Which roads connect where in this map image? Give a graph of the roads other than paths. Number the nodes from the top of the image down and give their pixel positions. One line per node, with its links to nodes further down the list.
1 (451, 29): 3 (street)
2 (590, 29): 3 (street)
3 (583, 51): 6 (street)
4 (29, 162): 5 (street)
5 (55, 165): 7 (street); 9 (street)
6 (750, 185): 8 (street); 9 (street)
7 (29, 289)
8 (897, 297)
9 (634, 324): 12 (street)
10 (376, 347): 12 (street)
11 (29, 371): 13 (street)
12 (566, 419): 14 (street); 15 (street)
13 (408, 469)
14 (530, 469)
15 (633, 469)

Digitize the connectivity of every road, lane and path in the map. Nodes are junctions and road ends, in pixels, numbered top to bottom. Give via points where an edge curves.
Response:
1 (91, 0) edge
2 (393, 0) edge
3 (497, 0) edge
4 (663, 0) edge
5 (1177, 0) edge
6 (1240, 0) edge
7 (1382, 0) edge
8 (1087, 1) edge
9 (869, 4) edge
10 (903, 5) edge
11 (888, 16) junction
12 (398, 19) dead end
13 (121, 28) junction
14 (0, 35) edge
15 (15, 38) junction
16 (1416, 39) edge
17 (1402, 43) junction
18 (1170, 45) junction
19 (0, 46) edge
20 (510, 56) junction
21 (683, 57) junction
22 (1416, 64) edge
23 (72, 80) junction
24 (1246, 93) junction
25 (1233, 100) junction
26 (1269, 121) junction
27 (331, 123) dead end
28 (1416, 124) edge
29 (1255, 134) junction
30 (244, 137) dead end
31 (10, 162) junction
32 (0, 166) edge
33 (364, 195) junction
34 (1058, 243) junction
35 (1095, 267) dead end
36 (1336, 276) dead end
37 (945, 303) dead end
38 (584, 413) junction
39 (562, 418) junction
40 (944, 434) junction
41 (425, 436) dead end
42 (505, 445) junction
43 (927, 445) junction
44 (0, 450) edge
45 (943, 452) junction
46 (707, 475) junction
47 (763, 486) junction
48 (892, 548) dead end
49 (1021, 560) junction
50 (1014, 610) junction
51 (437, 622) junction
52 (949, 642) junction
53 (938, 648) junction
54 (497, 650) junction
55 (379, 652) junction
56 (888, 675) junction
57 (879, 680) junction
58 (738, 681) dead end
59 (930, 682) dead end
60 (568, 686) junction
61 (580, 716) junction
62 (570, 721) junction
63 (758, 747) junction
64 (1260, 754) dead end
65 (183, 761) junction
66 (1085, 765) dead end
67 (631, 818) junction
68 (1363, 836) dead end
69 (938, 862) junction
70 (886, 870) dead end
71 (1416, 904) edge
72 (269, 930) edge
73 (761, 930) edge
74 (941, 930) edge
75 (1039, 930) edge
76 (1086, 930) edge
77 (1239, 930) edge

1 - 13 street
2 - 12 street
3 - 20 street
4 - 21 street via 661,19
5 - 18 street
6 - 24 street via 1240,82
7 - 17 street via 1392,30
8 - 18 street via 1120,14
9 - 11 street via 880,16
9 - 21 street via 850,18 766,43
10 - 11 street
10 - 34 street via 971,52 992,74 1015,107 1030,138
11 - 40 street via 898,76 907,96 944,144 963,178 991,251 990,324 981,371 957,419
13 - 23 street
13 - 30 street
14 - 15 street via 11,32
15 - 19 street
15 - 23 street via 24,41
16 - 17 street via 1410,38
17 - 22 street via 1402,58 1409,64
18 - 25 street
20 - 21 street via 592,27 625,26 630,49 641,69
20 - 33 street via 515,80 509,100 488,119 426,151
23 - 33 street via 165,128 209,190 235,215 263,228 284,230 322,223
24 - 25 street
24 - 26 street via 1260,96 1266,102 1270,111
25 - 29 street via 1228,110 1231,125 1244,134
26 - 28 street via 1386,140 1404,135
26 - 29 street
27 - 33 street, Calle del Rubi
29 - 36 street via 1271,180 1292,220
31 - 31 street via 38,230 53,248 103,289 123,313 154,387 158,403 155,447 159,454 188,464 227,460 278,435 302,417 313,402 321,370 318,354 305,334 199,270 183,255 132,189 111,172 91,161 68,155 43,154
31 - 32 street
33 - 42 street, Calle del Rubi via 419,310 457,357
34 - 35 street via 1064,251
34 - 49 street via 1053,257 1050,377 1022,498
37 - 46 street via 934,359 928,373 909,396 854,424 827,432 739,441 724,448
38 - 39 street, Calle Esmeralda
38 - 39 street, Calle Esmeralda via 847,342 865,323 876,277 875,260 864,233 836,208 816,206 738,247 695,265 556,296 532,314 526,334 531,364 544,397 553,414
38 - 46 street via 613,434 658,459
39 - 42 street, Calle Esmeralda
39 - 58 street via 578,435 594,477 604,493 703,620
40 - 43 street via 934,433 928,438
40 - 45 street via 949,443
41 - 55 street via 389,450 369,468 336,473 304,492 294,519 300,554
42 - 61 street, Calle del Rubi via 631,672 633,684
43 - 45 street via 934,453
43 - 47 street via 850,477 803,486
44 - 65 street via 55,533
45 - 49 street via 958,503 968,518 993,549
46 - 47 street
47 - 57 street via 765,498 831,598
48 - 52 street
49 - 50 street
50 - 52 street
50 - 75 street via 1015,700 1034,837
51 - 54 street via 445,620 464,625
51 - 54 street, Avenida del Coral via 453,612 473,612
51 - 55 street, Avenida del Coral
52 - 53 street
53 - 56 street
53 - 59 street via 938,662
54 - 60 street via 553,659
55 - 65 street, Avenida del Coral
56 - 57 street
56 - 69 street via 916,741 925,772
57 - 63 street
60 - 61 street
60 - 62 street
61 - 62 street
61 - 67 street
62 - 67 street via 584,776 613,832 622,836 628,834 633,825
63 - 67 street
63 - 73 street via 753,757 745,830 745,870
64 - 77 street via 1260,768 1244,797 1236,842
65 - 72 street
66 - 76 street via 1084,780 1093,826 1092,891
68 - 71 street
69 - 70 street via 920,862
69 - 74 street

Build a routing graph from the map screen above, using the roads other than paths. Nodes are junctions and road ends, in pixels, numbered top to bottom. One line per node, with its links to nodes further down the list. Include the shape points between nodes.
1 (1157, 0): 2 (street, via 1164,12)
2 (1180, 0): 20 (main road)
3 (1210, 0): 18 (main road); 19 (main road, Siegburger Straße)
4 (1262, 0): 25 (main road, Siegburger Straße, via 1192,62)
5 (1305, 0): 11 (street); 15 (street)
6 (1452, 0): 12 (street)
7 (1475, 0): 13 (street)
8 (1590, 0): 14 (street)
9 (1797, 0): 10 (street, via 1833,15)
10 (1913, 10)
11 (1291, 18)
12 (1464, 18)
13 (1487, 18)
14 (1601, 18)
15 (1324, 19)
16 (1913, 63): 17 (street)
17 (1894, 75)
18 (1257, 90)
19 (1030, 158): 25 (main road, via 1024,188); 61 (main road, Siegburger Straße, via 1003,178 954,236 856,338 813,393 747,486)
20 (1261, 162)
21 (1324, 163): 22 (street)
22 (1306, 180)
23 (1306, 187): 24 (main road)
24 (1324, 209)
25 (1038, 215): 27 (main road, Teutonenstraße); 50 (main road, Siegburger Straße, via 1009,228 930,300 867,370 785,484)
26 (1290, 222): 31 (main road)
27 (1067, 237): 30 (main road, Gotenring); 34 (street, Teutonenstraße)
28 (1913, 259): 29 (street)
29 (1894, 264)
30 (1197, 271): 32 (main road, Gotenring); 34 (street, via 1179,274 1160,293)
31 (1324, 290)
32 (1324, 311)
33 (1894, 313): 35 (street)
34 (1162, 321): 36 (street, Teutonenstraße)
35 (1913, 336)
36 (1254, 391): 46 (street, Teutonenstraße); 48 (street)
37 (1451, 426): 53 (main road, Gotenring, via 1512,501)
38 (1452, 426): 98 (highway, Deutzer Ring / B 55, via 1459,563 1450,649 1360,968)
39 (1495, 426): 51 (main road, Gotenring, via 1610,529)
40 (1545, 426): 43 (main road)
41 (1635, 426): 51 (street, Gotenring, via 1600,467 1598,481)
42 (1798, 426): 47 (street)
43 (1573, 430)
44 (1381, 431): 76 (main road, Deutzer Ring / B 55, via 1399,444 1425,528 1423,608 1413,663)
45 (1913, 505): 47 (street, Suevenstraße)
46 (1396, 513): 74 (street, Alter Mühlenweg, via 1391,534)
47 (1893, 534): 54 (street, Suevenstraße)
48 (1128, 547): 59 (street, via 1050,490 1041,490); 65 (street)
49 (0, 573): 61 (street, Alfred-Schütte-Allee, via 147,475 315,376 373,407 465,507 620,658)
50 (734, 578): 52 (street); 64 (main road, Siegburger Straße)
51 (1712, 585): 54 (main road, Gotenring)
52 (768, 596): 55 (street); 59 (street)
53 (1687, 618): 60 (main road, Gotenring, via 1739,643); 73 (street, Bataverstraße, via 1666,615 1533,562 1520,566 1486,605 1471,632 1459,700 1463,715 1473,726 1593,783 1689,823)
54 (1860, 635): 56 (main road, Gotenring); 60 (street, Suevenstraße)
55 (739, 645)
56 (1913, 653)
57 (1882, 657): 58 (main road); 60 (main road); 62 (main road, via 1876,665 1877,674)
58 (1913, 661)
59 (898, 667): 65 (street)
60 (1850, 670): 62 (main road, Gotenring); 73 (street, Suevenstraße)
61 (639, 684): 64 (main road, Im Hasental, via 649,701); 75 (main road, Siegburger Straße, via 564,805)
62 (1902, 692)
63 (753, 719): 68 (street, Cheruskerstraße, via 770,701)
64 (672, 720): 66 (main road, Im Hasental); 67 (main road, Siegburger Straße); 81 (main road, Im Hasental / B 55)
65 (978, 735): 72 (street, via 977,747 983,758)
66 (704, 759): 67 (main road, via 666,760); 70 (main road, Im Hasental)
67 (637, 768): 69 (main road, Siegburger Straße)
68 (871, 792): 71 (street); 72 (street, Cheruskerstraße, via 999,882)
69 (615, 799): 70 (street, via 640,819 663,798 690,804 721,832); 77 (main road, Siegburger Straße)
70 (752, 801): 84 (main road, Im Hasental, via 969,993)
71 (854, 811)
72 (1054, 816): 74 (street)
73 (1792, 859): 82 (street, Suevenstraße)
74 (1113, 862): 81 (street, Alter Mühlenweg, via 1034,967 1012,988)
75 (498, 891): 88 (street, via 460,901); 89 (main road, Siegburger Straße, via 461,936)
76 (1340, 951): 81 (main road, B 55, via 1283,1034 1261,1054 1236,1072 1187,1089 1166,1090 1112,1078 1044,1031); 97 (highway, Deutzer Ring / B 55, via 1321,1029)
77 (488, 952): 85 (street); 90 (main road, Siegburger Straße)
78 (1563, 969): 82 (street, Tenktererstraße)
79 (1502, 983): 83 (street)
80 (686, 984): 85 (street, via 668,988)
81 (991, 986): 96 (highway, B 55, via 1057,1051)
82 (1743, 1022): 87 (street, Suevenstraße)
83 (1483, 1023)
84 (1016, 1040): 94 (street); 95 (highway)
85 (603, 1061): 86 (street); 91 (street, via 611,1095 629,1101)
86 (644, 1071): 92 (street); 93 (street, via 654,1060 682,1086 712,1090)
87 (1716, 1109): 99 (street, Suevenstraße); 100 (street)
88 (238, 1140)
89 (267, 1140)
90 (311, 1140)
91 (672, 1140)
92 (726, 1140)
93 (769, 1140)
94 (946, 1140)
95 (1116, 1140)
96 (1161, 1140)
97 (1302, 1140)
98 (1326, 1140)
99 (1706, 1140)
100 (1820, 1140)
++++++++++
Aim of the task>
Exact lines only, please: output the listing from the first line to the line with "Digitize the connectivity", both included.

Response to the exercise>
Which roads connect where in this map image? Give a graph of the roads other than paths. Number the nodes from the top of the image down and give their pixel positions. One line per node, with its links to nodes further down the list.
1 (451, 29): 3 (street)
2 (590, 29): 3 (street)
3 (583, 51): 6 (street)
4 (29, 162): 5 (street)
5 (55, 165): 7 (street); 9 (street)
6 (750, 185): 8 (street); 9 (street)
7 (29, 289)
8 (897, 297)
9 (634, 324): 12 (street)
10 (376, 347): 12 (street)
11 (29, 371): 13 (street)
12 (566, 419): 14 (street); 15 (street)
13 (408, 469)
14 (530, 469)
15 (633, 469)

Digitize the connectivity of every road, lane and path in the map. Nodes are junctions and road ends, in pixels, numbered top to bottom. Give via points where an edge curves.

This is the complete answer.